* PROBLEM TO SOLVE
From the data below, copy out every line in which the word "Boulevard" occurs.

*** Block opens ***

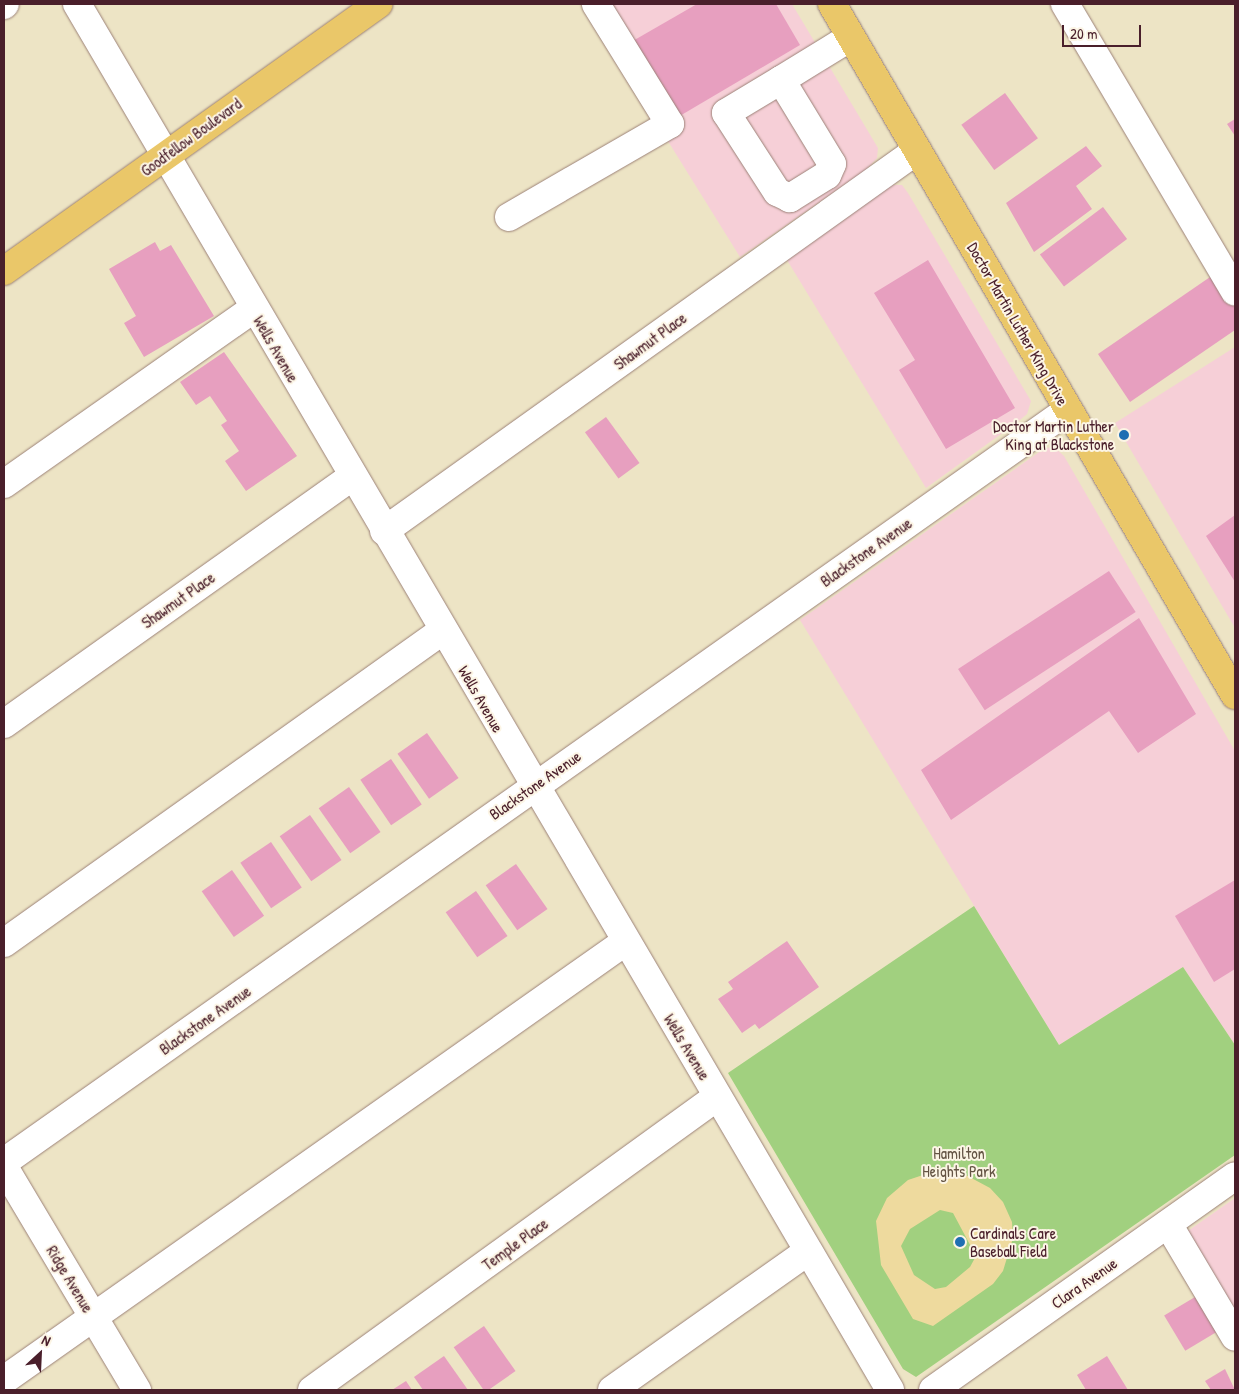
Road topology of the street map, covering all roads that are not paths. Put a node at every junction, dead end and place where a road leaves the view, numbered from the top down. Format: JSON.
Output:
{"nodes":[{"id":1,"x":77,"y":4,"type":"edge"},
{"id":2,"x":378,"y":4,"type":"edge"},
{"id":3,"x":596,"y":4,"type":"edge"},
{"id":4,"x":832,"y":4,"type":"edge"},
{"id":5,"x":1065,"y":4,"type":"edge"},
{"id":6,"x":851,"y":37,"type":"junction"},
{"id":7,"x":781,"y":80,"type":"dead end"},
{"id":8,"x":916,"y":151,"type":"junction"},
{"id":9,"x":164,"y":156,"type":"junction"},
{"id":10,"x":509,"y":217,"type":"dead end"},
{"id":11,"x":4,"y":271,"type":"edge"},
{"id":12,"x":1235,"y":291,"type":"edge"},
{"id":13,"x":253,"y":309,"type":"junction"},
{"id":14,"x":1068,"y":410,"type":"junction"},
{"id":15,"x":352,"y":477,"type":"junction"},
{"id":16,"x":4,"y":484,"type":"edge"},
{"id":17,"x":384,"y":532,"type":"junction"},
{"id":18,"x":442,"y":631,"type":"junction"},
{"id":19,"x":1235,"y":695,"type":"edge"},
{"id":20,"x":4,"y":724,"type":"edge"},
{"id":21,"x":532,"y":787,"type":"junction"},
{"id":22,"x":625,"y":942,"type":"junction"},
{"id":23,"x":4,"y":943,"type":"edge"},
{"id":24,"x":718,"y":1097,"type":"junction"},
{"id":25,"x":4,"y":1162,"type":"edge"},
{"id":26,"x":4,"y":1167,"type":"edge"},
{"id":27,"x":1233,"y":1182,"type":"edge"},
{"id":28,"x":1168,"y":1224,"type":"junction"},
{"id":29,"x":808,"y":1251,"type":"junction"},
{"id":30,"x":93,"y":1317,"type":"junction"},
{"id":31,"x":1235,"y":1337,"type":"edge"},
{"id":32,"x":4,"y":1380,"type":"edge"},
{"id":33,"x":137,"y":1390,"type":"edge"},
{"id":34,"x":312,"y":1390,"type":"edge"},
{"id":35,"x":612,"y":1390,"type":"edge"},
{"id":36,"x":890,"y":1390,"type":"edge"},
{"id":37,"x":933,"y":1390,"type":"edge"}],
"edges":[{"from":1,"to":9,"type":"street","name":"Wells Avenue"},
{"from":2,"to":9,"type":"main road","name":"Goodfellow Boulevard"},
{"from":3,"to":10,"type":"street"},
{"from":4,"to":6,"type":"main road","name":"Doctor Martin Luther King Drive"},
{"from":5,"to":12,"type":"street"},
{"from":6,"to":7,"type":"street"},
{"from":6,"to":8,"type":"main road","name":"Doctor Martin Luther King Drive"},
{"from":8,"to":14,"type":"main road","name":"Doctor Martin Luther King Drive"},
{"from":8,"to":17,"type":"street","name":"Shawmut Place"},
{"from":9,"to":11,"type":"main road","name":"Goodfellow Boulevard"},
{"from":9,"to":13,"type":"street","name":"Wells Avenue"},
{"from":13,"to":15,"type":"street","name":"Wells Avenue"},
{"from":13,"to":16,"type":"street"},
{"from":14,"to":19,"type":"main road","name":"Doctor Martin Luther King Drive"},
{"from":14,"to":21,"type":"street","name":"Blackstone Avenue"},
{"from":15,"to":17,"type":"street","name":"Wells Avenue"},
{"from":15,"to":20,"type":"street","name":"Shawmut Place"},
{"from":17,"to":18,"type":"street","name":"Wells Avenue"},
{"from":18,"to":21,"type":"street","name":"Wells Avenue"},
{"from":18,"to":23,"type":"street"},
{"from":21,"to":22,"type":"street","name":"Wells Avenue"},
{"from":21,"to":25,"type":"street","name":"Blackstone Avenue"},
{"from":22,"to":24,"type":"street","name":"Wells Avenue"},
{"from":22,"to":30,"type":"street"},
{"from":24,"to":29,"type":"street","name":"Wells Avenue"},
{"from":24,"to":34,"type":"street","name":"Temple Place"},
{"from":26,"to":30,"type":"street","name":"Ridge Avenue"},
{"from":27,"to":28,"type":"street","name":"Clara Avenue"},
{"from":28,"to":31,"type":"street"},
{"from":28,"to":37,"type":"street","name":"Clara Avenue"},
{"from":29,"to":35,"type":"street"},
{"from":29,"to":36,"type":"street","name":"Wells Avenue"},
{"from":30,"to":32,"type":"street"},
{"from":30,"to":33,"type":"street","name":"Ridge Avenue"}]}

*** Block closes ***

* RESULT OF THIS EXERCISE
{"from":2,"to":9,"type":"main road","name":"Goodfellow Boulevard"},
{"from":9,"to":11,"type":"main road","name":"Goodfellow Boulevard"},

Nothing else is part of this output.